Investors can help their portfolio companies to understand growth topics and expansion opportunities aligned with long-term trends.

The choice of levers depends on the trajectory of the portfolio companies. Survivors and defenders, for example, can focus on sustained cash management and strategic pivots to align their business models and offerings with long-term trends. Investors ought to consider the appropriate returns on resource investments for such companies. Bloomers can focus on continuing to invest in their businesses for the long term to help them come out on top when economic growth resumes.

Once the appropriate levers have been identified, fund managers can adapt their operating models by engaging more with the portfolio companies and helping them with their strategic initiatives. By increasing the frequency and depth of discussions, investors can, for example, ensure that target initiatives get the most appropriate kind of support.
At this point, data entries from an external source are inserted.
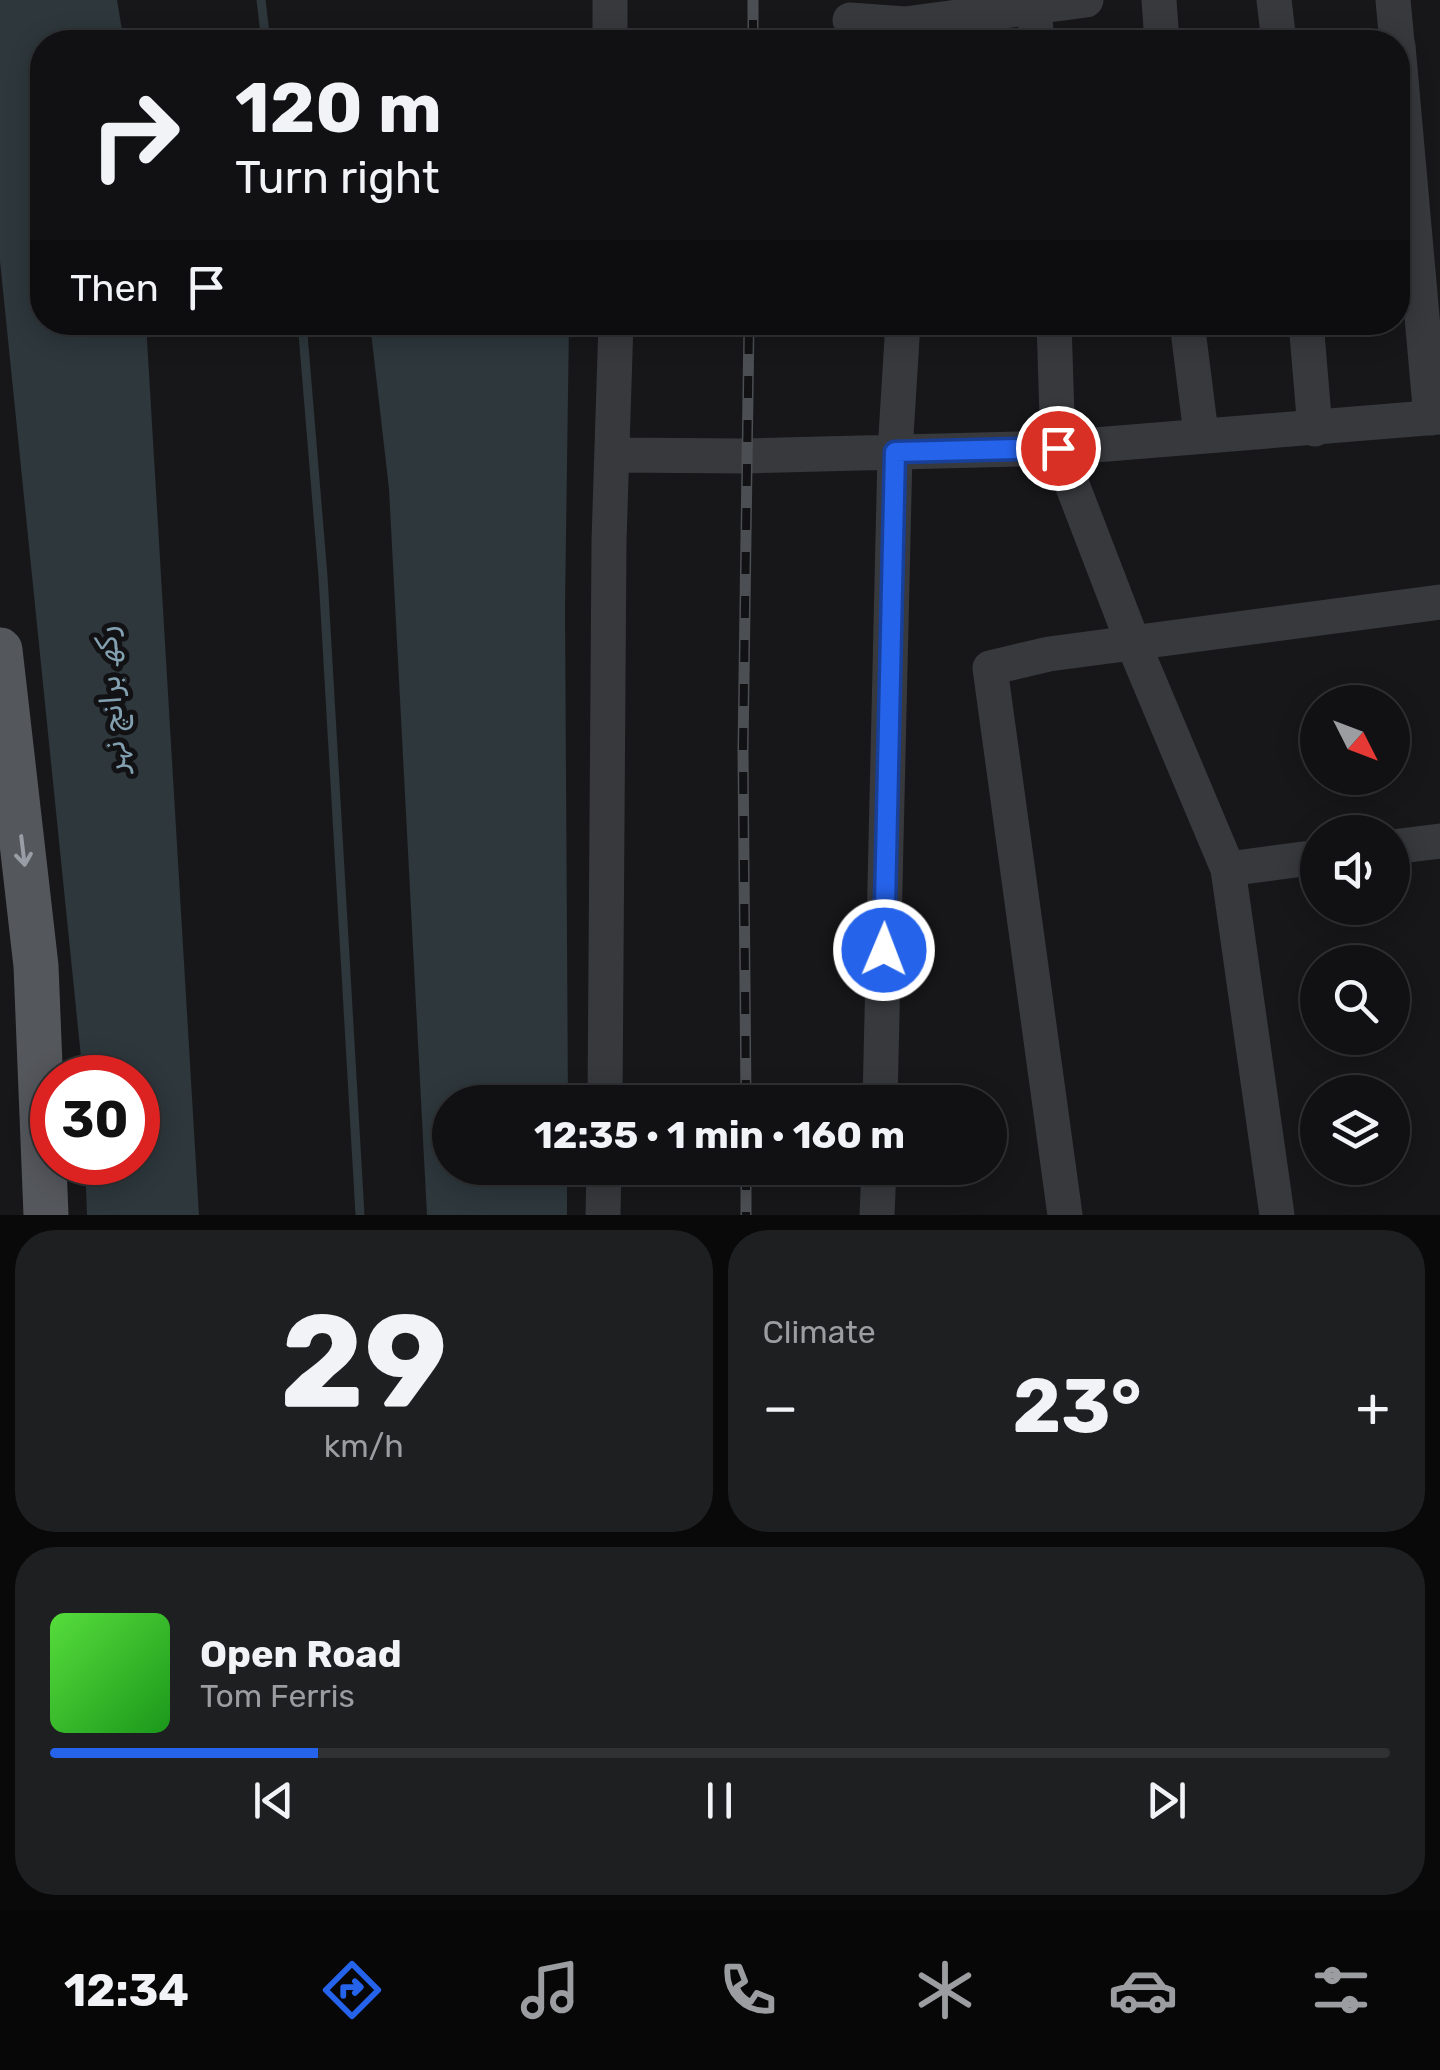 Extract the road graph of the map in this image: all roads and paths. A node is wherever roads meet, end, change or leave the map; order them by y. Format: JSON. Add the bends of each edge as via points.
{"nodes":[{"id":1,"x":610,"y":0,"type":"edge"},
{"id":2,"x":1086,"y":0,"type":"edge"},
{"id":3,"x":1159,"y":0,"type":"edge"},
{"id":4,"x":1274,"y":0,"type":"edge"},
{"id":5,"x":1393,"y":0,"type":"edge"},
{"id":6,"x":1034,"y":7,"type":"junction"},
{"id":7,"x":850,"y":20,"type":"dead end"},
{"id":8,"x":907,"y":22,"type":"edge"},
{"id":9,"x":610,"y":30,"type":"edge"},
{"id":10,"x":1036,"y":30,"type":"edge"},
{"id":11,"x":1161,"y":30,"type":"edge"},
{"id":12,"x":1278,"y":30,"type":"edge"},
{"id":13,"x":1396,"y":30,"type":"edge"},
{"id":14,"x":1410,"y":143,"type":"edge"},
{"id":15,"x":1416,"y":189,"type":"edge"},
{"id":16,"x":616,"y":335,"type":"edge"},
{"id":17,"x":902,"y":335,"type":"edge"},
{"id":18,"x":1054,"y":335,"type":"edge"},
{"id":19,"x":1189,"y":335,"type":"edge"},
{"id":20,"x":1307,"y":335,"type":"edge"},
{"id":21,"x":1435,"y":418,"type":"edge"},
{"id":22,"x":1315,"y":428,"type":"junction"},
{"id":23,"x":1201,"y":434,"type":"junction"},
{"id":24,"x":1058,"y":448,"type":"junction"},
{"id":25,"x":895,"y":452,"type":"junction"},
{"id":26,"x":612,"y":455,"type":"junction"},
{"id":27,"x":1440,"y":602,"type":"edge"},
{"id":28,"x":1133,"y":643,"type":"junction"},
{"id":29,"x":0,"y":650,"type":"edge"},
{"id":30,"x":1440,"y":841,"type":"edge"},
{"id":31,"x":1410,"y":845,"type":"edge"},
{"id":32,"x":1300,"y":859,"type":"edge"},
{"id":33,"x":1228,"y":869,"type":"junction"},
{"id":34,"x":605,"y":1085,"type":"edge"},
{"id":35,"x":880,"y":1085,"type":"edge"},
{"id":36,"x":604,"y":1185,"type":"edge"},
{"id":37,"x":878,"y":1185,"type":"edge"},
{"id":38,"x":46,"y":1215,"type":"edge"},
{"id":39,"x":603,"y":1215,"type":"edge"},
{"id":40,"x":878,"y":1215,"type":"edge"},
{"id":41,"x":1064,"y":1215,"type":"edge"},
{"id":42,"x":1277,"y":1215,"type":"edge"}],
"edges":[{"from":1,"to":9,"type":"street"},
{"from":2,"to":6,"type":"street"},
{"from":3,"to":11,"type":"street"},
{"from":4,"to":12,"type":"street"},
{"from":5,"to":13,"type":"street"},
{"from":6,"to":8,"type":"street"},
{"from":6,"to":10,"type":"street"},
{"from":7,"to":8,"type":"street"},
{"from":14,"to":15,"type":"street"},
{"from":15,"to":21,"type":"street"},
{"from":16,"to":26,"type":"street"},
{"from":17,"to":25,"type":"street"},
{"from":18,"to":24,"type":"street"},
{"from":19,"to":23,"type":"street"},
{"from":20,"to":22,"type":"street"},
{"from":21,"to":22,"type":"street"},
{"from":22,"to":23,"type":"street"},
{"from":23,"to":24,"type":"street"},
{"from":24,"to":25,"type":"street"},
{"from":24,"to":28,"type":"street"},
{"from":25,"to":26,"type":"street"},
{"from":25,"to":35,"type":"street"},
{"from":26,"to":34,"type":"street"},
{"from":27,"to":28,"type":"street"},
{"from":28,"to":33,"type":"street"},
{"from":28,"to":41,"type":"street","via":[[990,668]]},
{"from":29,"to":38,"type":"main road","one_way":true,"via":[[36,966]]},
{"from":30,"to":31,"type":"street"},
{"from":32,"to":33,"type":"street"},
{"from":33,"to":42,"type":"street"},
{"from":36,"to":39,"type":"street"},
{"from":37,"to":40,"type":"street"}]}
Focus remains a key unlock for value creation in high growth portfolio companies, hence initiatives with marginal or particularly long payoffs should be deprioritized in favor of doubling down on the core.

Investing in people

An optimal-growth strategy relies heavily on skills and competencies at the level of both the fund and the individual portfolio companies. Talent is a defining factor in the success of these companies across cycles. In a challenging market environment, building necessary skills and providing the right tools are even more make-or-break than usual. Investors seeking optimal growth shouldn’t hesitate to invest in developing human capital for their portfolio companies.

Historical study indicates that portfolio-value-creation teams help raise overall investment returns for funds. According to a McKinsey analysis, for example, PE firms with such teams outperformed their peers in the 2008 financial crisis. Of the 120 largest PE firms whose 2004–18 investment returns we analyzed, those with value creation teams or portfolio-operating groups achieved an internal rate of return (IRR) about five percentage points higher than the rest.

Resources can sometimes be scarce at the fund level, especially if the vehicle’s capital is invested in many companies. The solution is to have flexible resources so fund managers can give portfolio companies end-to-end on-the-ground support and bet on potential growth levers. Those managers should think carefully about the deployment of their operating partners’ resources to ensure that they are effectively allocated to portfolio companies that need support and have a high probability of providing strong returns on exit. As funds move into more active roles, they may need a different operating model, with more specialized talent and a stronger focus on partnerships than we have seen in the past few years.


This is a period of historic uncertainty, and unprecedented times often call for radical measures. Growth investors have long served as advocates for portfolio companies. Now these investors need to become coaches—scrutinizing the portfolio, categorizing companies by how they are likely to fare in the new environment, determining the best courses of action, and allocating resources to goals.

For many growth equity investors, this level of active engagement represents a fundamental shift from the way they have traditionally operated. If the downturn intensifies, they have only limited time to change their approach and take the steps required to unlock returns. The time to act is now.